Print every entry below exactly, leaving out the pictures.

(Data extracted from a collection)
:::::
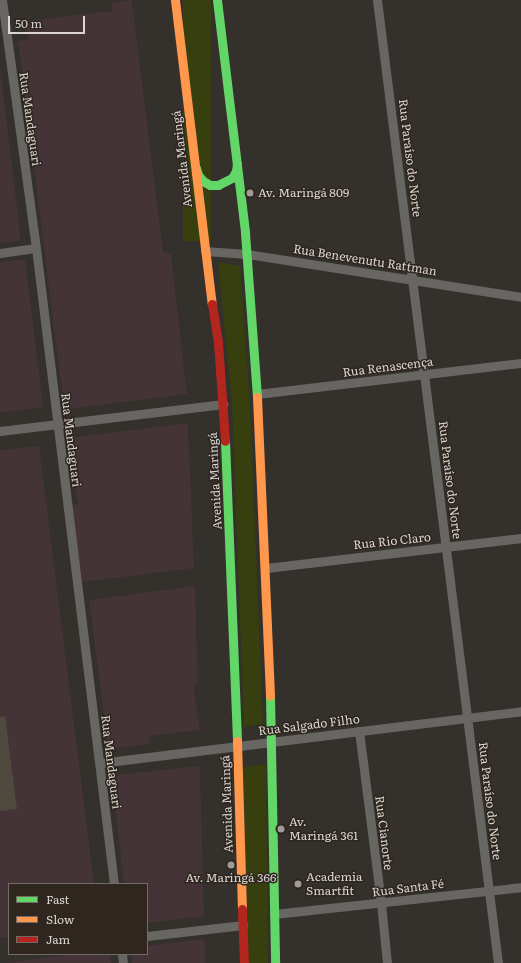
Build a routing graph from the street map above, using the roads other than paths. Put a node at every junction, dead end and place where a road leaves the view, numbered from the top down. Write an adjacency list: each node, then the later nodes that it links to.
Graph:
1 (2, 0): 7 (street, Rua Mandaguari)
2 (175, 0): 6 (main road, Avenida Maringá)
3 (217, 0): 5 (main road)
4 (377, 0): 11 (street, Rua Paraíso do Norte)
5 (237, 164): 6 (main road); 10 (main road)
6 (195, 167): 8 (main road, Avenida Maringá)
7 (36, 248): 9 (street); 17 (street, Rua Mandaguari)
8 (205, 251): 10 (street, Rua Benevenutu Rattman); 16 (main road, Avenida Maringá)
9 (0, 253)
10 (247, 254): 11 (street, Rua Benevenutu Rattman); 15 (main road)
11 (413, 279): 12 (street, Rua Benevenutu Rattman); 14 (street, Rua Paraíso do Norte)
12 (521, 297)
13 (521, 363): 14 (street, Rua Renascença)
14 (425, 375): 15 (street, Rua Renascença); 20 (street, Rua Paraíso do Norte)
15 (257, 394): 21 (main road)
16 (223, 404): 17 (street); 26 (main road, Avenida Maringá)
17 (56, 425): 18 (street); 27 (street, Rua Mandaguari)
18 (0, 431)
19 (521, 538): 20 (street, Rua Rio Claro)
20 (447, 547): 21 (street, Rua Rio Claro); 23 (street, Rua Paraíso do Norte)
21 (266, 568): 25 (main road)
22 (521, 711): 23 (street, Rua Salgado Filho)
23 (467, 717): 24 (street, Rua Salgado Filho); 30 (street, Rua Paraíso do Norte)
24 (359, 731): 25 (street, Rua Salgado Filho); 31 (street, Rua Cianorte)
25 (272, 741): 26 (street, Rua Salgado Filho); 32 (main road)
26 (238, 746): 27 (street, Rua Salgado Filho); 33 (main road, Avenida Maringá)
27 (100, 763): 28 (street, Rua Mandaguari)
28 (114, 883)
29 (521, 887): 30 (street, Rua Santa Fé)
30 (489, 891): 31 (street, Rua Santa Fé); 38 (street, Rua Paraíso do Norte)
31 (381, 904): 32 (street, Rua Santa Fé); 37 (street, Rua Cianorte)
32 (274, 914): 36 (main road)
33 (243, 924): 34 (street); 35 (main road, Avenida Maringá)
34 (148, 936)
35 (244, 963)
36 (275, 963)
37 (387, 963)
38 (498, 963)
:::::
Result.
Build a routing graph from the street map above, using the roads other than paths. Put a node at every junction, dead end and place where a road leaves the view, numbered from the top down. Write an adjacency list: each node, then the later nodes that it links to.
Graph:
1 (2, 0): 7 (street, Rua Mandaguari)
2 (175, 0): 6 (main road, Avenida Maringá)
3 (217, 0): 5 (main road)
4 (377, 0): 11 (street, Rua Paraíso do Norte)
5 (237, 164): 6 (main road); 10 (main road)
6 (195, 167): 8 (main road, Avenida Maringá)
7 (36, 248): 9 (street); 17 (street, Rua Mandaguari)
8 (205, 251): 10 (street, Rua Benevenutu Rattman); 16 (main road, Avenida Maringá)
9 (0, 253)
10 (247, 254): 11 (street, Rua Benevenutu Rattman); 15 (main road)
11 (413, 279): 12 (street, Rua Benevenutu Rattman); 14 (street, Rua Paraíso do Norte)
12 (521, 297)
13 (521, 363): 14 (street, Rua Renascença)
14 (425, 375): 15 (street, Rua Renascença); 20 (street, Rua Paraíso do Norte)
15 (257, 394): 21 (main road)
16 (223, 404): 17 (street); 26 (main road, Avenida Maringá)
17 (56, 425): 18 (street); 27 (street, Rua Mandaguari)
18 (0, 431)
19 (521, 538): 20 (street, Rua Rio Claro)
20 (447, 547): 21 (street, Rua Rio Claro); 23 (street, Rua Paraíso do Norte)
21 (266, 568): 25 (main road)
22 (521, 711): 23 (street, Rua Salgado Filho)
23 (467, 717): 24 (street, Rua Salgado Filho); 30 (street, Rua Paraíso do Norte)
24 (359, 731): 25 (street, Rua Salgado Filho); 31 (street, Rua Cianorte)
25 (272, 741): 26 (street, Rua Salgado Filho); 32 (main road)
26 (238, 746): 27 (street, Rua Salgado Filho); 33 (main road, Avenida Maringá)
27 (100, 763): 28 (street, Rua Mandaguari)
28 (114, 883)
29 (521, 887): 30 (street, Rua Santa Fé)
30 (489, 891): 31 (street, Rua Santa Fé); 38 (street, Rua Paraíso do Norte)
31 (381, 904): 32 (street, Rua Santa Fé); 37 (street, Rua Cianorte)
32 (274, 914): 36 (main road)
33 (243, 924): 34 (street); 35 (main road, Avenida Maringá)
34 (148, 936)
35 (244, 963)
36 (275, 963)
37 (387, 963)
38 (498, 963)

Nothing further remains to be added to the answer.